Composition (?)/Inverse of Functions...HELP

[Drano365]

First of all, thanks in advance for any help...I think I have an idea of what to do, but then again...

The problem the teacher gave -as far as I can tell - has not been over in class - and the textbook as well doesn't, although I may just be seriously missing something.

*********Consider the function f(x)=3x+2. Find a function g that makes each equation true.
a. f(g(x))=x
b. g(f(x))=x
c. f(g(x))=x^2
d. g(f(x))=x^2
e. g(f(x))=f(x)
f. f(g(x)=f(x)
*********

Again, thanks in advance for any help received.

 

[stapel]

Consider the function f(x)=3x+2. Find a function g that makes each equation true.
a. f(g(x))=x
b. g(f(x))=x
c. f(g(x))=x^2
d. g(f(x))=x^2
e. g(f(x))=f(x)
f. f(g(x)=f(x)

Hm... This is an interesting exercise. I don't think I've seen this sort of problem before.

I'd start by trying simple stuff.

a) Ending up with just "x" means that we're looking for the inverse function. So follow the usual procedure to find the inverse.

b) Same as for (a).

c) Let's try something really simple. To get a squared variable, considering that we'll be applying a linear function (namely, f) to something or other, we'll need to have a squared variable inside. So let's try a generic quadratic: ax^2 + bx + c.

f(ax^2 + bx + c) = 3(ax^2 + bx + c) + 2 = 3ax^2 + 3bx + 3c + 2

This will equal x^2 if 3ax^2 = 1x^2, 3bx = 0x, and 3c + 2 = 0. Solve each of these equations for the values of a, b, and c which will give the desired results.

d) This time, we're plugging 3x + 2 into something else. We want to get an x^2. Since we're inputting something linear, we'll need to square. So let's try the generic quadratic again:

g(3x + 2) = a(3x + 2)^2 + b(3x + 2) + c = a(9x^2 + 12x + 4) + 3bx + 2b + c = 9ax^2 + (12a + 3b)x + (4a + 2b + c)

We need 9a = 1, 12a + 3b = 0, and 4a + 2b + c = 0. Solve to find g.

e) I'd go simple for this one. There's an obvious choice for g(x) which will always spit out whatever you input.

f) I think we can use the same function as in (e).

 

[HallsofIvy]

First of all, thanks in advance for any help...I think I have an idea of what to do, but then again...
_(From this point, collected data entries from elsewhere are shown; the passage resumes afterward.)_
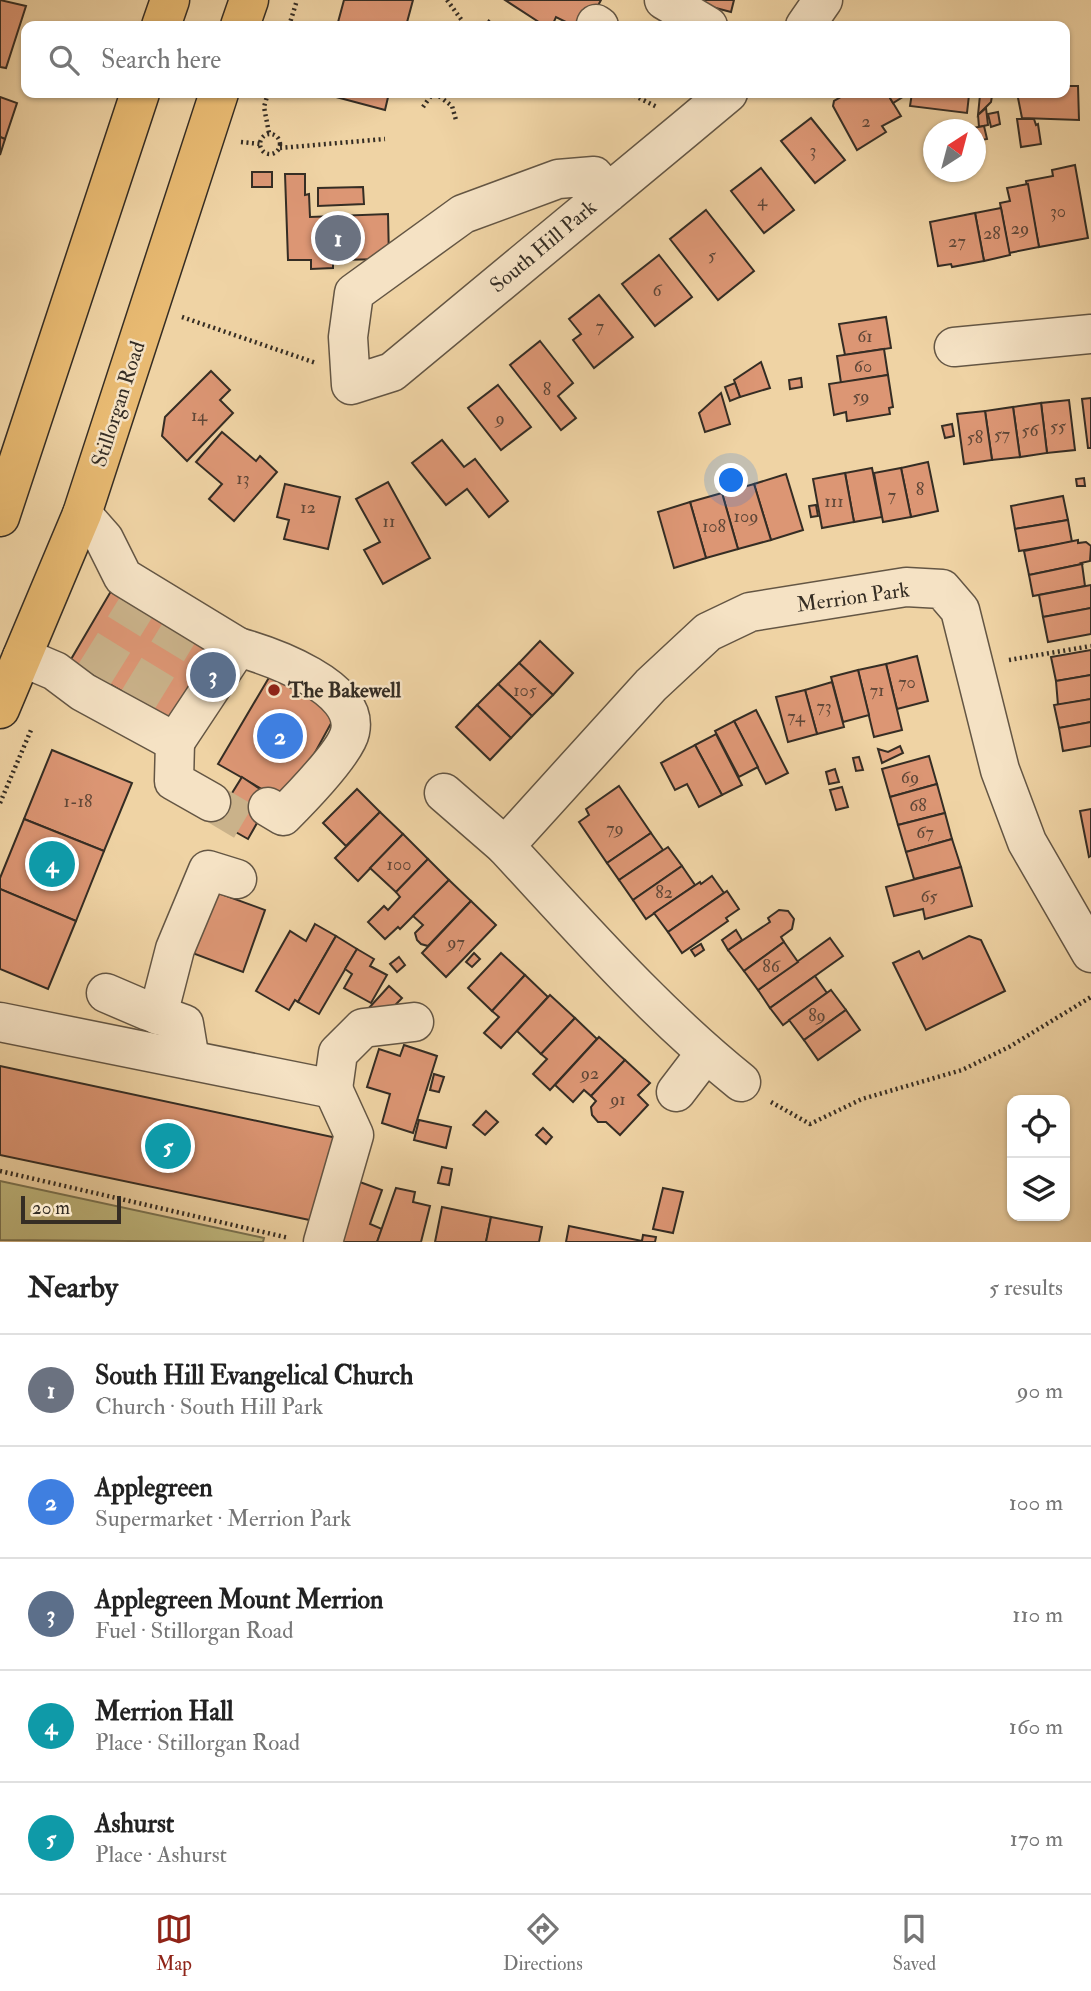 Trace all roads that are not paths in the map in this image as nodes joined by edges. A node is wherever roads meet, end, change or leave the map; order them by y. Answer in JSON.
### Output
{"nodes":[{"id":1,"x":170,"y":0,"type":"edge"},
{"id":2,"x":249,"y":0,"type":"edge"},
{"id":3,"x":664,"y":0,"type":"edge"},
{"id":4,"x":823,"y":0,"type":"edge"},
{"id":5,"x":163,"y":21,"type":"edge"},
{"id":6,"x":242,"y":21,"type":"edge"},
{"id":7,"x":700,"y":21,"type":"edge"},
{"id":8,"x":808,"y":21,"type":"edge"},
{"id":9,"x":138,"y":98,"type":"edge"},
{"id":10,"x":217,"y":98,"type":"edge"},
{"id":11,"x":713,"y":98,"type":"edge"},
{"id":12,"x":608,"y":192,"type":"junction"},
{"id":13,"x":1091,"y":334,"type":"edge"},
{"id":14,"x":954,"y":347,"type":"dead end"},
{"id":15,"x":82,"y":514,"type":"junction"},
{"id":16,"x":0,"y":517,"type":"edge"},
{"id":17,"x":238,"y":647,"type":"junction"},
{"id":18,"x":22,"y":657,"type":"junction"},
{"id":19,"x":0,"y":709,"type":"edge"},
{"id":20,"x":175,"y":742,"type":"junction"},
{"id":21,"x":444,"y":793,"type":"dead end"},
{"id":22,"x":223,"y":795,"type":"tunnel mouth"},
{"id":23,"x":269,"y":817,"type":"dead end"},
{"id":24,"x":505,"y":846,"type":"junction"},
{"id":25,"x":237,"y":879,"type":"dead end"},
{"id":26,"x":1091,"y":953,"type":"edge"},
{"id":27,"x":106,"y":993,"type":"dead end"},
{"id":28,"x":158,"y":1015,"type":"junction"},
{"id":29,"x":414,"y":1022,"type":"dead end"},
{"id":30,"x":0,"y":1023,"type":"edge"},
{"id":31,"x":705,"y":1054,"type":"junction"},
{"id":32,"x":190,"y":1060,"type":"junction"},
{"id":33,"x":741,"y":1082,"type":"road end"},
{"id":34,"x":333,"y":1088,"type":"junction"},
{"id":35,"x":676,"y":1092,"type":"dead end"},
{"id":36,"x":308,"y":1240,"type":"edge"}],
"edges":[{"from":1,"to":5,"type":"main road"},
{"from":2,"to":6,"type":"main road"},
{"from":3,"to":7,"type":"street"},
{"from":4,"to":8,"type":"street"},
{"from":9,"to":16,"type":"main road"},
{"from":10,"to":15,"type":"main road","name":"Stillorgan Road"},
{"from":11,"to":12,"type":"street","name":"South Hill Park"},
{"from":12,"to":12,"type":"street","name":"South Hill Park"},
{"from":13,"to":14,"type":"street"},
{"from":15,"to":17,"type":"street"},
{"from":15,"to":18,"type":"main road","name":"Stillorgan Road"},
{"from":17,"to":20,"type":"street"},
{"from":17,"to":23,"type":"street"},
{"from":18,"to":19,"type":"main road","name":"Stillorgan Road"},
{"from":18,"to":20,"type":"street"},
{"from":20,"to":22,"type":"street"},
{"from":21,"to":24,"type":"street"},
{"from":24,"to":26,"type":"street","name":"Merrion Park"},
{"from":24,"to":31,"type":"street"},
{"from":25,"to":28,"type":"street"},
{"from":27,"to":28,"type":"street"},
{"from":28,"to":32,"type":"street"},
{"from":29,"to":34,"type":"street"},
{"from":30,"to":32,"type":"street"},
{"from":31,"to":33,"type":"street"},
{"from":31,"to":35,"type":"street"},
{"from":32,"to":34,"type":"street"},
{"from":34,"to":36,"type":"street"}]}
The problem the teacher gave -as far as I can tell - has not been over in class - and the textbook as well doesn't, although I may just be seriously missing something.

*********Consider the function f(x)=3x+2. Find a function g that makes each equation true.
a. f(g(x))=x
b. g(f(x))=x
c. f(g(x))=x^2
d. g(f(x))=x^2
e. g(f(x))=f(x)
f. f(g(x)=f(x)
*********

Again, thanks in advance for any help received.

Did you not even try? Given that f(x)= 3x+ 2, then f(g(x)= 3g+ and g(f(x)= g(3x+ 2).

a. f(g(x))= x. Solve 3g+ 2= x for g.
c. f(g(x))= x^2. Solve 3g+ 2= x^2 for g.
f. f(g(x))= f. Solve 3g+ 2= 3x+ 2.

The others, for an unknown g, is a little harder. Saying that g(f(x))= g(3x+ 2)= x means that g is the inverse function to f(x)= 3x+ 2 so this is the same as (a). Saying that g(f(x))= x^2 is a little harder. For (d), since f is linear, it is a reasonable assumption that g(x) is quadratic. If g(x)= ax^2+ bx+ c means that g(f(x))= af^2+ bf+ g= a(3x+ 2)^2+ b(3x+ 2)+ c= 9ax^2+ 12ax+ 4a+ 3bx+ 2b+ c= 9ax^2+ (12a+ 3b)x+ (4a+ 2b+ c). So

d. g(f(x))= 9ax^2+ (12a+ 3b)x+ (4a+ 2b+ c)= x^2 for all x. That mean that the coefficients must be the same: 9a= 1, 12a+ 3b= 0, 4a+ 2b+ c= 0.

g. g(f(x)= 9ax^2+ (12a+ 3b)x+ (4a+ 2b+ c)= f(x)= 3x+ 2. That means that 9a= 0, 12a+ 3b= 3, 4a+ 2b+ c= 2.